Quantitative analysis of sequential token-family constraints across 16 natural-language comparators. April 2026.
| Transcriber | Tokens | C→Q | A→Q | P/S | Bucket |
|---|---|---|---|---|---|
| Currier | 16,453 | 2.48× | 0.42× | 0.85 | SYMM-HIGH |
| FSG (Friedman) | 28,811 | 2.40× | 0.45× | 0.84 | SYMM-HIGH |
| Takahashi | 30,426 | 2.41× | 0.47× | 0.86 | SYMM-HIGH |
| Grove | 7,657 | 2.01× | 0.21× | 0.99 | SYMM-HIGH |
| ZL (baseline) | 31,608 | 2.63× | 0.50× | 0.99 | SYMM-HIGH |
The Currier hand annotation in the Zandbergen–Landini metadata splits the corpus across five scribal hands. Pooling tokens across hands could produce a manuscript-wide signature even if individual hands behave very differently. The decomposition below tests each hand independently. Bidirectional self-clustering (SYMM-HIGH) holds independently in Hands 1, 2, and 3 (≈94% of the corpus). The CHEDY→QOK transition rule, in contrast, is concentrated in Hands 2 and 3 and is essentially absent in Hand 1.
| Hand | Tokens | Prefix SC | Suffix SC | P/S | Bucket | CHEDY→QOK | n (obs) | AIIN% |
|---|---|---|---|---|---|---|---|---|
| Hand 1 | 8,997 | 1.59x | 1.39x | 1.14 | SYMM-HIGH | 1.42x | 13 | 13.1% |
| Hand 2 | 9,154 | 1.15x | 1.24x | 0.93 | SYMM-HIGH | 2.15x | 374 | 8.7% |
| Hand 3 | 11,389 | 1.31x | 1.32x | 0.99 | SYMM-HIGH | 2.28x | 222 | 13.0% |
| Hand 4 | 683 | 0.47x | 1.26x | 0.37 | SUFFIX-DOM | 7.34x | 2 | 4.1% |
| Hand 5 | 890 | 1.13x | 2.01x | 0.56 | SUFFIX-DOM | 1.06x | 6 | 6.3% |
results/per_scribe_results.json.
Five A→B→C cascade chains were tested. For each chain we computed Wilson 95% intervals on the conditional probability of B→C suffix agreement under A≡B versus A≠B, then a conservative composite CI on the cascade Δ. All five survive Benjamini–Hochberg FDR at α=0.05.

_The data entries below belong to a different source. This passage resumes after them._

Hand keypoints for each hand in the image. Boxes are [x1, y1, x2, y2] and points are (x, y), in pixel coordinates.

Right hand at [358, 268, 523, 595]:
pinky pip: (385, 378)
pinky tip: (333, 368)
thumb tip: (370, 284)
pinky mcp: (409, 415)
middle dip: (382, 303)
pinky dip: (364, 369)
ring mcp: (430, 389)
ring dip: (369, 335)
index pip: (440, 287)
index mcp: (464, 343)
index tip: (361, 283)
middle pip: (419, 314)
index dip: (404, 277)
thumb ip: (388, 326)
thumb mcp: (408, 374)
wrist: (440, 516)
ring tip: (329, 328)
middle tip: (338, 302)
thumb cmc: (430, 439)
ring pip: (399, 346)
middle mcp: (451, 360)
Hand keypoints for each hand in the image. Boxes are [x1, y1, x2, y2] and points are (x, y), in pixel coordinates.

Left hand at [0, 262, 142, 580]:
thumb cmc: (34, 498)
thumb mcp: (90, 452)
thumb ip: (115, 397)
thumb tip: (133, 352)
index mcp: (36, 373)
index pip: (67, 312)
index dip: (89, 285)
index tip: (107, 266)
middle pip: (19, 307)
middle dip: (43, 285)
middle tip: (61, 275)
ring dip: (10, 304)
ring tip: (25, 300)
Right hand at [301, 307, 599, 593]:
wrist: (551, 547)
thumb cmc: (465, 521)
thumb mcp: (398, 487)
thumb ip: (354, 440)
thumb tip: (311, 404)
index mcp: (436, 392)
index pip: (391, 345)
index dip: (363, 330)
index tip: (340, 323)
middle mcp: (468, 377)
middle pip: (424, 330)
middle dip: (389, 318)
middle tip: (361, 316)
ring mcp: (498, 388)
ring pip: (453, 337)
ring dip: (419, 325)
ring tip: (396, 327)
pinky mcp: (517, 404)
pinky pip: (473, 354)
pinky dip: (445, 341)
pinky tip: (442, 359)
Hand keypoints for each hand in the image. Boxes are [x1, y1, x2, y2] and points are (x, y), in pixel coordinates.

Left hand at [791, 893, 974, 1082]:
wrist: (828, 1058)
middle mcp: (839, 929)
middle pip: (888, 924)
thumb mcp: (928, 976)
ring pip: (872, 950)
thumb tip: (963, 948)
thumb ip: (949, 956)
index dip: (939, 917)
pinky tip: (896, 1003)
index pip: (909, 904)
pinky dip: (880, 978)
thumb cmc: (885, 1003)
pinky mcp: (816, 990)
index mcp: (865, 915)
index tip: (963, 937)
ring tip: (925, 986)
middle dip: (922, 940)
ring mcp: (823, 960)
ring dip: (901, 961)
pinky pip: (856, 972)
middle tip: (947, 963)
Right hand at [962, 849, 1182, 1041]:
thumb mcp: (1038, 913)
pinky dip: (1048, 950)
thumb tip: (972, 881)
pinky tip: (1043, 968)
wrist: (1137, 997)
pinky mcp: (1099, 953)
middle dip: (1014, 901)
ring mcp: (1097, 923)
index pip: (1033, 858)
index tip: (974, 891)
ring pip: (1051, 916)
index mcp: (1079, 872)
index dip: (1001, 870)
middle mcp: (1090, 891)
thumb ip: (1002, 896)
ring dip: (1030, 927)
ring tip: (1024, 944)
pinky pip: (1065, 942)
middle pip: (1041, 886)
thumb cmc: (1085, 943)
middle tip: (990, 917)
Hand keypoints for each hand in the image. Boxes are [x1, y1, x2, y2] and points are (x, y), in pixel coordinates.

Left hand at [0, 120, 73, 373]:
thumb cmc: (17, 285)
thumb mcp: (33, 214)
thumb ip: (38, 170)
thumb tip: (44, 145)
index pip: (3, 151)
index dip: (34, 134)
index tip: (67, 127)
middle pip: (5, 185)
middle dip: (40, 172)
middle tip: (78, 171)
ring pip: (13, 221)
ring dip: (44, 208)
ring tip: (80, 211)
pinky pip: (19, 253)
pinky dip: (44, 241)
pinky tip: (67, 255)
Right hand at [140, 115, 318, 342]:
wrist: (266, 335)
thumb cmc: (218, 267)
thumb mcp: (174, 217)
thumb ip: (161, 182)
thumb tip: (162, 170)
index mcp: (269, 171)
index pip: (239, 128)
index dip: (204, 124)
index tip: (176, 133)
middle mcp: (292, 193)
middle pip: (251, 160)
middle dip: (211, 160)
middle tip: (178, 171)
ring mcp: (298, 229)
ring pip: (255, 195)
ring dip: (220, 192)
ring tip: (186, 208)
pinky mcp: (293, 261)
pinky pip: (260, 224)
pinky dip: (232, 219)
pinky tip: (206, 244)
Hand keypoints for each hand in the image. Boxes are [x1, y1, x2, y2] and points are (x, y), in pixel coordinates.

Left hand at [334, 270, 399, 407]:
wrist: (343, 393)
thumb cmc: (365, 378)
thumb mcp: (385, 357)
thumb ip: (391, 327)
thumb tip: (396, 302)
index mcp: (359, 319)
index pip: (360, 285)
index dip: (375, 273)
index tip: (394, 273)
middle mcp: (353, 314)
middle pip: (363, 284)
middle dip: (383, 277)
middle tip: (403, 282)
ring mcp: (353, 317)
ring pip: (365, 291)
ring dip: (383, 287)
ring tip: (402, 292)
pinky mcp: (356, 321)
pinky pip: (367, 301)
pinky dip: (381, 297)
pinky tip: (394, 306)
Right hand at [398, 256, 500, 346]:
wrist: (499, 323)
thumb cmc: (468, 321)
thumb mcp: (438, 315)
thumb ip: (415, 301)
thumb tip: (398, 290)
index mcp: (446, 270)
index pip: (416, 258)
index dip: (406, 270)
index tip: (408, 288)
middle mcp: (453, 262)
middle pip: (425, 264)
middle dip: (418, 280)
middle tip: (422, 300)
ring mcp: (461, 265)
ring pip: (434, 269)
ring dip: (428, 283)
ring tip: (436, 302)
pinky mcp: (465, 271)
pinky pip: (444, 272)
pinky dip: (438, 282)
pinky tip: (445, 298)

| Chain | n agree | n disagree | Δ (pp) | Conservative 95% CI | BH-FDR |
|---|---|---|---|---|---|
| CHEDY→OTHER→CHEDY | 13 | 119 | +81.0 | [+48.3, +93.9] | pass |
| QOK→OTHER→QOK | 26 | 61 | +44.0 | [+13.1, +67.2] | pass |
| QOK→QOK→QOK | 27 | 16 | +33.0 | [−9.0, +62.7] | pass |
| CHEDY→QOK→CHEDY | 26 | 45 | +56.0 | [+23.8, +77.2] | pass |
| OT→OTHER→OT | 18 | 37 | +19.0 | [−11.7, +50.3] | pass |
results/cascade_uncertainty_results.json.
The previous "productive paradigms" finding rested on r = 0.42–0.71 between log-frequency and edit-distance-1 variant counts within each family's top 50. Ten replicates of a character-trigram null — synthetic corpora matching Voynich's bigram statistics but containing no morphology — produced comparable or higher correlations. Voynich's correlations do not exceed the null's 95th percentile in any of the three tested families. Chaucer's Middle English at the same measurement gives r = 0.203, lower than both Voynich and the null. The correlation is a Zipfian-edit-graph combinatorial property, not evidence of productive morphology.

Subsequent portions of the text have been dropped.